GIVEN ENTRIES below:
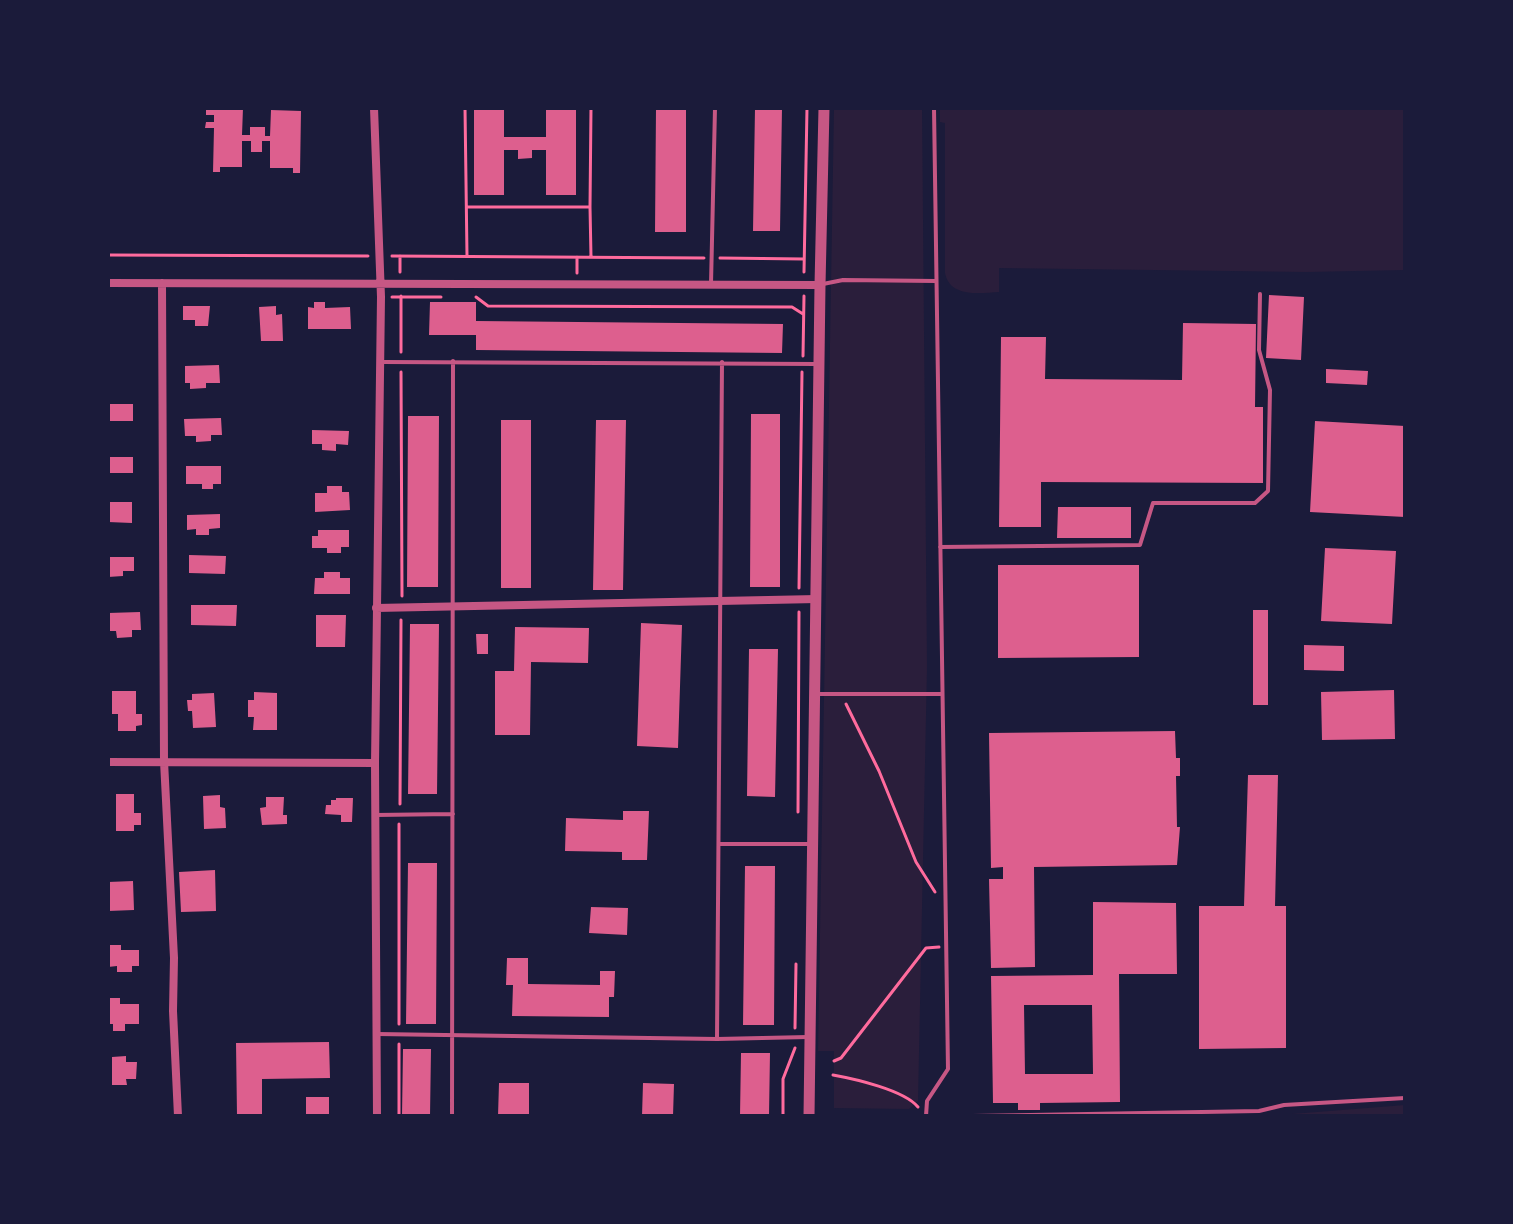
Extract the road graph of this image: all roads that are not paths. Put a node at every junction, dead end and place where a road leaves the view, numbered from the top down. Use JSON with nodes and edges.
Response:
{"nodes":[{"id":1,"x":374,"y":108,"type":"edge"},
{"id":2,"x":715,"y":108,"type":"edge"},
{"id":3,"x":824,"y":108,"type":"edge"},
{"id":4,"x":934,"y":108,"type":"edge"},
{"id":5,"x":936,"y":281,"type":"junction"},
{"id":6,"x":108,"y":283,"type":"edge"},
{"id":7,"x":162,"y":283,"type":"junction"},
{"id":8,"x":380,"y":284,"type":"junction"},
{"id":9,"x":711,"y":284,"type":"junction"},
{"id":10,"x":820,"y":285,"type":"junction"},
{"id":11,"x":1260,"y":294,"type":"dead end"},
{"id":12,"x":453,"y":361,"type":"junction"},
{"id":13,"x":381,"y":362,"type":"junction"},
{"id":14,"x":722,"y":362,"type":"junction"},
{"id":15,"x":819,"y":364,"type":"junction"},
{"id":16,"x":940,"y":547,"type":"junction"},
{"id":17,"x":722,"y":599,"type":"junction"},
{"id":18,"x":817,"y":599,"type":"junction"},
{"id":19,"x":453,"y":606,"type":"junction"},
{"id":20,"x":376,"y":608,"type":"junction"},
{"id":21,"x":816,"y":694,"type":"junction"},
{"id":22,"x":942,"y":694,"type":"junction"},
{"id":23,"x":164,"y":761,"type":"junction"},
{"id":24,"x":108,"y":762,"type":"edge"},
{"id":25,"x":375,"y":763,"type":"junction"},
{"id":26,"x":453,"y":814,"type":"junction"},
{"id":27,"x":375,"y":815,"type":"junction"},
{"id":28,"x":719,"y":844,"type":"junction"},
{"id":29,"x":814,"y":844,"type":"junction"},
{"id":30,"x":375,"y":1034,"type":"junction"},
{"id":31,"x":453,"y":1035,"type":"junction"},
{"id":32,"x":811,"y":1037,"type":"junction"},
{"id":33,"x":717,"y":1039,"type":"junction"},
{"id":34,"x":1405,"y":1098,"type":"edge"},
{"id":35,"x":178,"y":1116,"type":"edge"},
{"id":36,"x":377,"y":1116,"type":"edge"},
{"id":37,"x":452,"y":1116,"type":"edge"},
{"id":38,"x":809,"y":1116,"type":"edge"},
{"id":39,"x":926,"y":1116,"type":"edge"},
{"id":40,"x":973,"y":1116,"type":"edge"}],
"edges":[{"from":1,"to":8,"type":"street"},
{"from":2,"to":9,"type":"lane"},
{"from":3,"to":10,"type":"street"},
{"from":4,"to":5,"type":"lane"},
{"from":5,"to":10,"type":"lane"},
{"from":5,"to":16,"type":"lane"},
{"from":6,"to":7,"type":"street"},
{"from":7,"to":8,"type":"street"},
{"from":7,"to":23,"type":"street"},
{"from":8,"to":9,"type":"street"},
{"from":8,"to":13,"type":"street"},
{"from":9,"to":10,"type":"street"},
{"from":10,"to":15,"type":"street"},
{"from":11,"to":16,"type":"lane"},
{"from":12,"to":13,"type":"lane"},
{"from":12,"to":14,"type":"lane"},
{"from":12,"to":19,"type":"lane"},
{"from":13,"to":20,"type":"street"},
{"from":14,"to":15,"type":"lane"},
{"from":14,"to":17,"type":"lane"},
{"from":15,"to":18,"type":"street"},
{"from":16,"to":22,"type":"lane"},
{"from":17,"to":18,"type":"street"},
{"from":17,"to":19,"type":"street"},
{"from":17,"to":28,"type":"lane"},
{"from":18,"to":21,"type":"street"},
{"from":19,"to":20,"type":"street"},
{"from":19,"to":26,"type":"lane"},
{"from":20,"to":25,"type":"street"},
{"from":21,"to":22,"type":"lane"},
{"from":21,"to":29,"type":"street"},
{"from":22,"to":39,"type":"lane"},
{"from":23,"to":24,"type":"street"},
{"from":23,"to":25,"type":"street"},
{"from":23,"to":35,"type":"street"},
{"from":25,"to":27,"type":"street"},
{"from":26,"to":27,"type":"lane"},
{"from":26,"to":31,"type":"lane"},
{"from":27,"to":30,"type":"street"},
{"from":28,"to":29,"type":"lane"},
{"from":28,"to":33,"type":"lane"},
{"from":29,"to":32,"type":"street"},
{"from":30,"to":31,"type":"lane"},
{"from":30,"to":36,"type":"street"},
{"from":31,"to":33,"type":"lane"},
{"from":31,"to":37,"type":"lane"},
{"from":32,"to":33,"type":"lane"},
{"from":32,"to":38,"type":"street"},
{"from":34,"to":40,"type":"lane"}]}
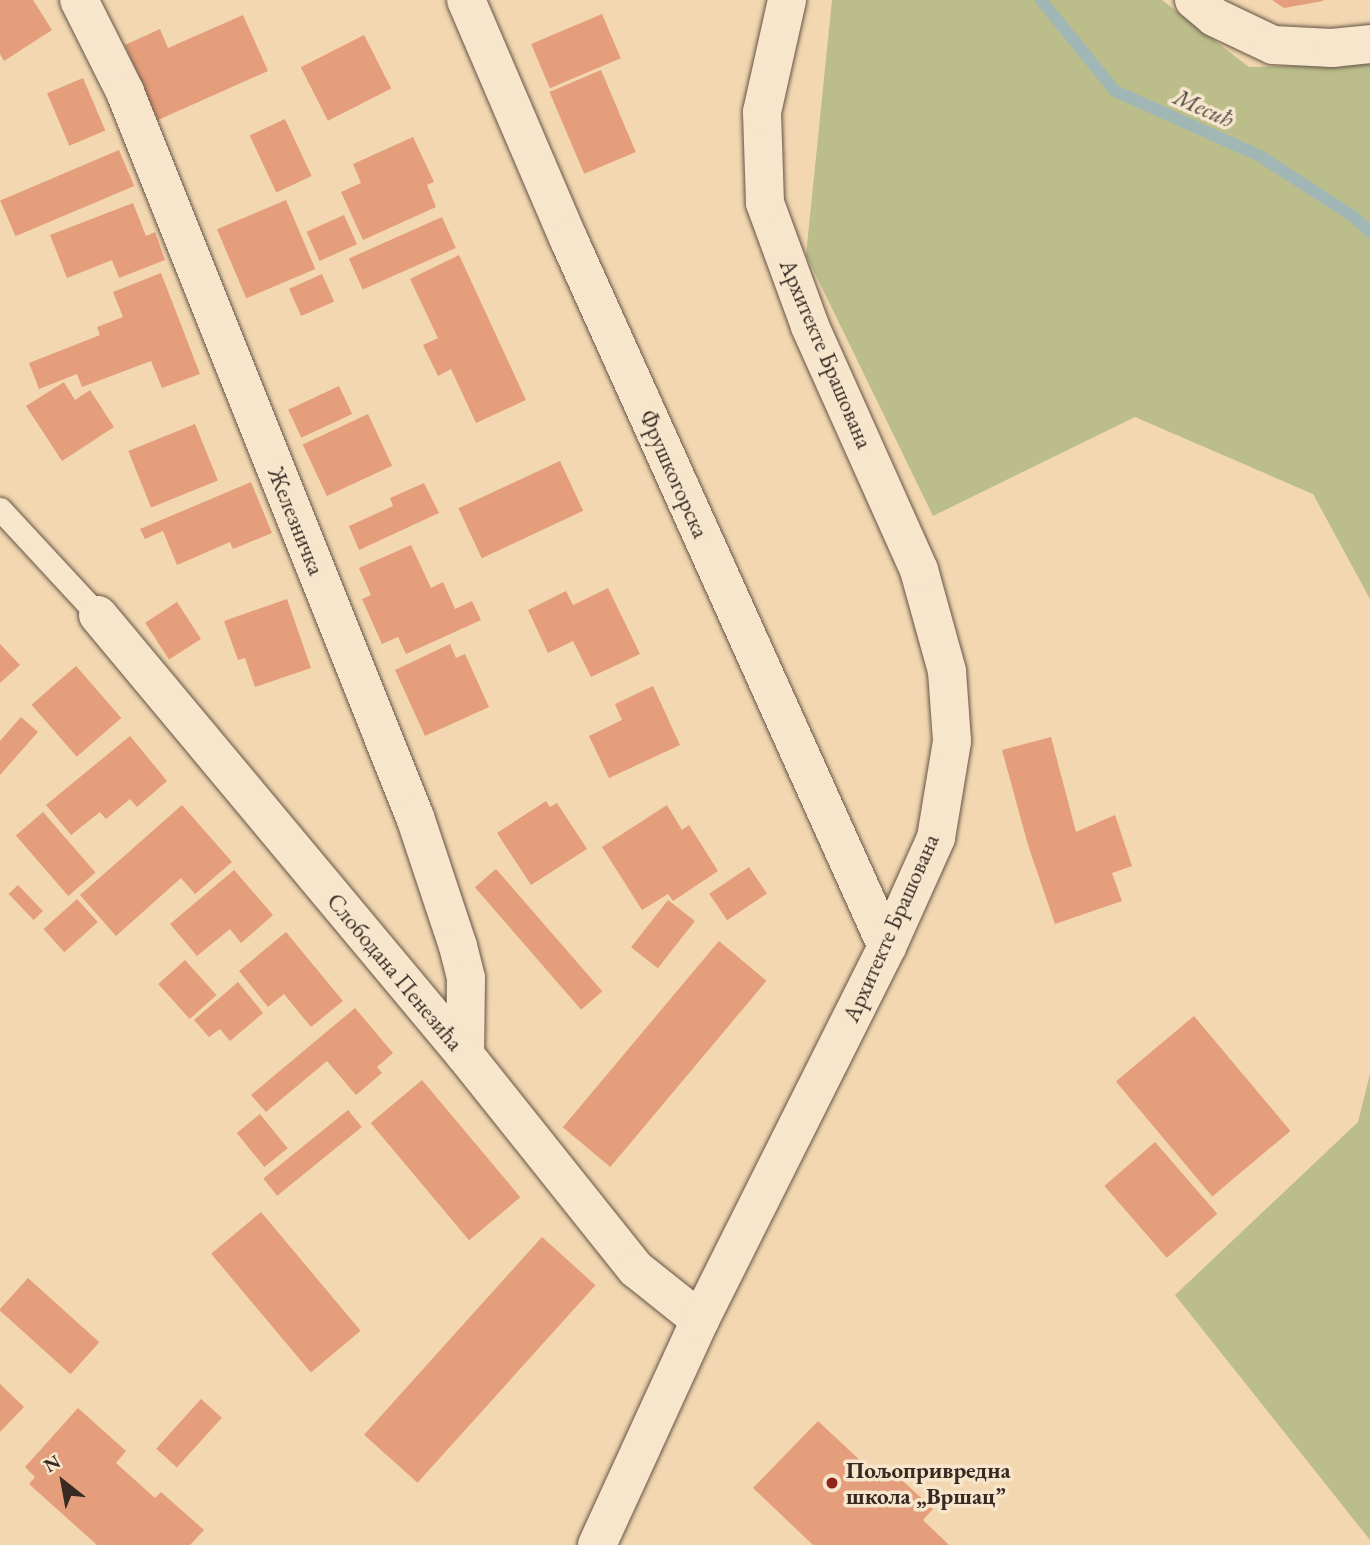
End of GIVEN ENTRIES.
EXERCISE OBJECTIVE - Each entry above is to be given again exactly, and any image in it is to be dropped.

SOLUTION BELOW -
Extract the road graph of this image: all roads that are not paths. Put a node at every junction, dead end and place where a road leaves the view, numbered from the top down. Use JSON with nodes and edges.
Response:
{"nodes":[{"id":1,"x":374,"y":108,"type":"edge"},
{"id":2,"x":715,"y":108,"type":"edge"},
{"id":3,"x":824,"y":108,"type":"edge"},
{"id":4,"x":934,"y":108,"type":"edge"},
{"id":5,"x":936,"y":281,"type":"junction"},
{"id":6,"x":108,"y":283,"type":"edge"},
{"id":7,"x":162,"y":283,"type":"junction"},
{"id":8,"x":380,"y":284,"type":"junction"},
{"id":9,"x":711,"y":284,"type":"junction"},
{"id":10,"x":820,"y":285,"type":"junction"},
{"id":11,"x":1260,"y":294,"type":"dead end"},
{"id":12,"x":453,"y":361,"type":"junction"},
{"id":13,"x":381,"y":362,"type":"junction"},
{"id":14,"x":722,"y":362,"type":"junction"},
{"id":15,"x":819,"y":364,"type":"junction"},
{"id":16,"x":940,"y":547,"type":"junction"},
{"id":17,"x":722,"y":599,"type":"junction"},
{"id":18,"x":817,"y":599,"type":"junction"},
{"id":19,"x":453,"y":606,"type":"junction"},
{"id":20,"x":376,"y":608,"type":"junction"},
{"id":21,"x":816,"y":694,"type":"junction"},
{"id":22,"x":942,"y":694,"type":"junction"},
{"id":23,"x":164,"y":761,"type":"junction"},
{"id":24,"x":108,"y":762,"type":"edge"},
{"id":25,"x":375,"y":763,"type":"junction"},
{"id":26,"x":453,"y":814,"type":"junction"},
{"id":27,"x":375,"y":815,"type":"junction"},
{"id":28,"x":719,"y":844,"type":"junction"},
{"id":29,"x":814,"y":844,"type":"junction"},
{"id":30,"x":375,"y":1034,"type":"junction"},
{"id":31,"x":453,"y":1035,"type":"junction"},
{"id":32,"x":811,"y":1037,"type":"junction"},
{"id":33,"x":717,"y":1039,"type":"junction"},
{"id":34,"x":1405,"y":1098,"type":"edge"},
{"id":35,"x":178,"y":1116,"type":"edge"},
{"id":36,"x":377,"y":1116,"type":"edge"},
{"id":37,"x":452,"y":1116,"type":"edge"},
{"id":38,"x":809,"y":1116,"type":"edge"},
{"id":39,"x":926,"y":1116,"type":"edge"},
{"id":40,"x":973,"y":1116,"type":"edge"}],
"edges":[{"from":1,"to":8,"type":"street"},
{"from":2,"to":9,"type":"lane"},
{"from":3,"to":10,"type":"street"},
{"from":4,"to":5,"type":"lane"},
{"from":5,"to":10,"type":"lane"},
{"from":5,"to":16,"type":"lane"},
{"from":6,"to":7,"type":"street"},
{"from":7,"to":8,"type":"street"},
{"from":7,"to":23,"type":"street"},
{"from":8,"to":9,"type":"street"},
{"from":8,"to":13,"type":"street"},
{"from":9,"to":10,"type":"street"},
{"from":10,"to":15,"type":"street"},
{"from":11,"to":16,"type":"lane"},
{"from":12,"to":13,"type":"lane"},
{"from":12,"to":14,"type":"lane"},
{"from":12,"to":19,"type":"lane"},
{"from":13,"to":20,"type":"street"},
{"from":14,"to":15,"type":"lane"},
{"from":14,"to":17,"type":"lane"},
{"from":15,"to":18,"type":"street"},
{"from":16,"to":22,"type":"lane"},
{"from":17,"to":18,"type":"street"},
{"from":17,"to":19,"type":"street"},
{"from":17,"to":28,"type":"lane"},
{"from":18,"to":21,"type":"street"},
{"from":19,"to":20,"type":"street"},
{"from":19,"to":26,"type":"lane"},
{"from":20,"to":25,"type":"street"},
{"from":21,"to":22,"type":"lane"},
{"from":21,"to":29,"type":"street"},
{"from":22,"to":39,"type":"lane"},
{"from":23,"to":24,"type":"street"},
{"from":23,"to":25,"type":"street"},
{"from":23,"to":35,"type":"street"},
{"from":25,"to":27,"type":"street"},
{"from":26,"to":27,"type":"lane"},
{"from":26,"to":31,"type":"lane"},
{"from":27,"to":30,"type":"street"},
{"from":28,"to":29,"type":"lane"},
{"from":28,"to":33,"type":"lane"},
{"from":29,"to":32,"type":"street"},
{"from":30,"to":31,"type":"lane"},
{"from":30,"to":36,"type":"street"},
{"from":31,"to":33,"type":"lane"},
{"from":31,"to":37,"type":"lane"},
{"from":32,"to":33,"type":"lane"},
{"from":32,"to":38,"type":"street"},
{"from":34,"to":40,"type":"lane"}]}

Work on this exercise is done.